--- Assignment ---
Please copy every line with the string "Entre" from the entries below.

--- Dataset entries ---
____________________

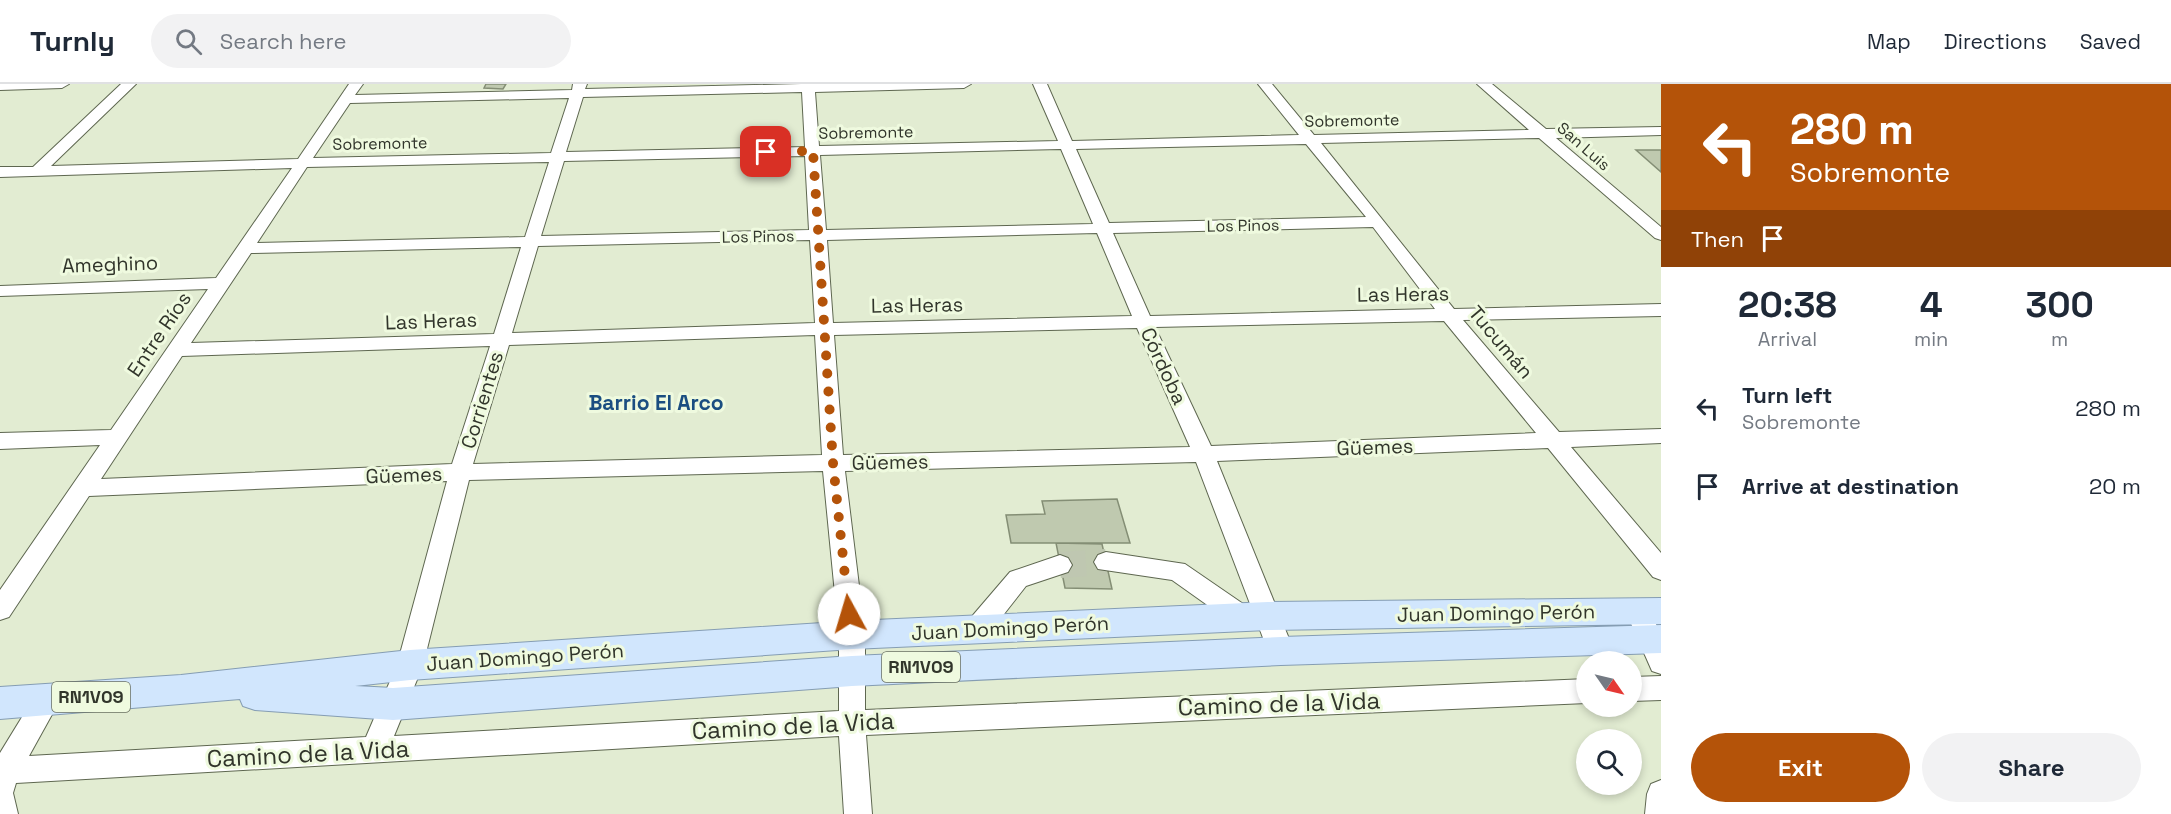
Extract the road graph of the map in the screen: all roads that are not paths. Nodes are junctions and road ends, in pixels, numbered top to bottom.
1 (62, 84) edge
2 (129, 84) edge
3 (964, 84) edge
4 (1040, 84) edge
5 (1265, 84) edge
6 (1484, 84) edge
7 (0, 86) edge
8 (809, 86) edge
9 (579, 89) edge
10 (351, 92) edge
11 (1661, 131) edge
12 (1543, 134) junction
13 (1310, 139) junction
14 (1067, 145) junction
15 (813, 151) junction
16 (558, 157) junction
17 (303, 163) junction
18 (38, 171) junction
19 (0, 172) edge
20 (1378, 222) junction
21 (1104, 228) junction
22 (818, 235) junction
23 (1661, 235) edge
24 (531, 241) junction
25 (245, 248) junction
26 (222, 283) junction
27 (0, 291) edge
28 (1661, 310) edge
29 (1449, 315) junction
30 (1144, 323) junction
31 (824, 329) junction
32 (500, 341) junction
33 (174, 350) junction
34 (1661, 436) edge
35 (117, 437) junction
36 (1554, 439) junction
37 (0, 441) edge
38 (1204, 454) junction
39 (833, 463) junction
40 (460, 472) junction
41 (82, 488) junction
42 (1106, 562) tunnel mouth
43 (1060, 565) tunnel mouth
44 (1661, 570) edge
45 (0, 610) edge
46 (1255, 616) junction
47 (977, 629) junction
48 (1654, 633) edge
49 (852, 635) junction
50 (1281, 651) junction
51 (410, 665) junction
52 (852, 670) junction
53 (1661, 688) edge
54 (1642, 689) edge
55 (182, 690) junction
56 (1576, 691) edge
57 (47, 700) junction
58 (0, 704) edge
59 (393, 704) junction
60 (852, 723) junction
61 (374, 750) junction
62 (1, 784) edge
63 (1661, 794) edge
64 (4, 814) edge
65 (858, 814) edge
66 (1659, 814) edge

1 - 7 street
2 - 18 street
3 - 8 street
4 - 14 street, Córdoba
5 - 13 street, Tucumán
6 - 12 street, San Luis
8 - 9 street
8 - 15 street
9 - 10 street
9 - 16 street, Corrientes
10 - 17 street, Entre Ríos
11 - 12 street, Sobremonte
12 - 13 street, Sobremonte
12 - 23 street, San Luis
13 - 14 street, Sobremonte
13 - 20 street, Tucumán
14 - 15 street, Sobremonte
14 - 21 street, Córdoba
15 - 16 street, Sobremonte
15 - 22 street
16 - 17 street, Sobremonte
16 - 24 street, Corrientes
17 - 18 street, Sobremonte
17 - 25 street, Entre Ríos
18 - 19 street, Sobremonte
20 - 21 street, Los Pinos
20 - 29 street, Tucumán
21 - 22 street, Los Pinos
21 - 30 street, Córdoba
22 - 24 street, Los Pinos
22 - 31 street
24 - 25 street, Los Pinos
24 - 32 street, Corrientes
25 - 26 street, Entre Ríos
26 - 27 street, Ameghino
26 - 33 street, Entre Ríos
28 - 29 street, Las Heras
29 - 30 street, Las Heras
29 - 36 street, Tucumán
30 - 31 street, Las Heras
30 - 38 street, Córdoba
31 - 32 street, Las Heras
31 - 39 street
32 - 33 street, Las Heras
32 - 40 street, Corrientes
33 - 35 street, Entre Ríos
34 - 36 street, Güemes
35 - 37 street
35 - 41 street, Entre Ríos
36 - 38 street, Güemes
36 - 44 street, Tucumán
38 - 39 street, Güemes
38 - 46 street, Córdoba
39 - 40 street, Güemes
39 - 49 street
40 - 41 street, Güemes
40 - 51 street, Corrientes
41 - 45 street, Entre Ríos
42 - 46 street
43 - 47 street
46 - 47 main road, Juan Domingo Perón / RN1V09
46 - 48 main road, Juan Domingo Perón / RN1V09
46 - 50 street, Córdoba
47 - 49 main road, Juan Domingo Perón / RN1V09
48 - 50 main road, Juan Domingo Perón / RN1V09
49 - 51 main road, Juan Domingo Perón / RN1V09
49 - 52 street
50 - 52 main road, Juan Domingo Perón / RN1V09
51 - 55 main road, Juan Domingo Perón / RN1V09
51 - 59 street, Corrientes
52 - 59 main road, Juan Domingo Perón / RN1V09
52 - 60 street
53 - 54 street
55 - 57 main road, Juan Domingo Perón / RN1V09
55 - 59 main road, Juan Domingo Perón / RN1V09
56 - 60 street, Camino de la Vida
57 - 58 main road, Juan Domingo Perón / RN1V09
57 - 62 street
59 - 61 street, Corrientes
60 - 61 street, Camino de la Vida
60 - 65 street
61 - 62 street, Camino de la Vida
62 - 64 street
63 - 66 street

____________________

--- Answer to this task ---
10 - 17 street, Entre Ríos
17 - 25 street, Entre Ríos
25 - 26 street, Entre Ríos
26 - 33 street, Entre Ríos
33 - 35 street, Entre Ríos
35 - 41 street, Entre Ríos
41 - 45 street, Entre Ríos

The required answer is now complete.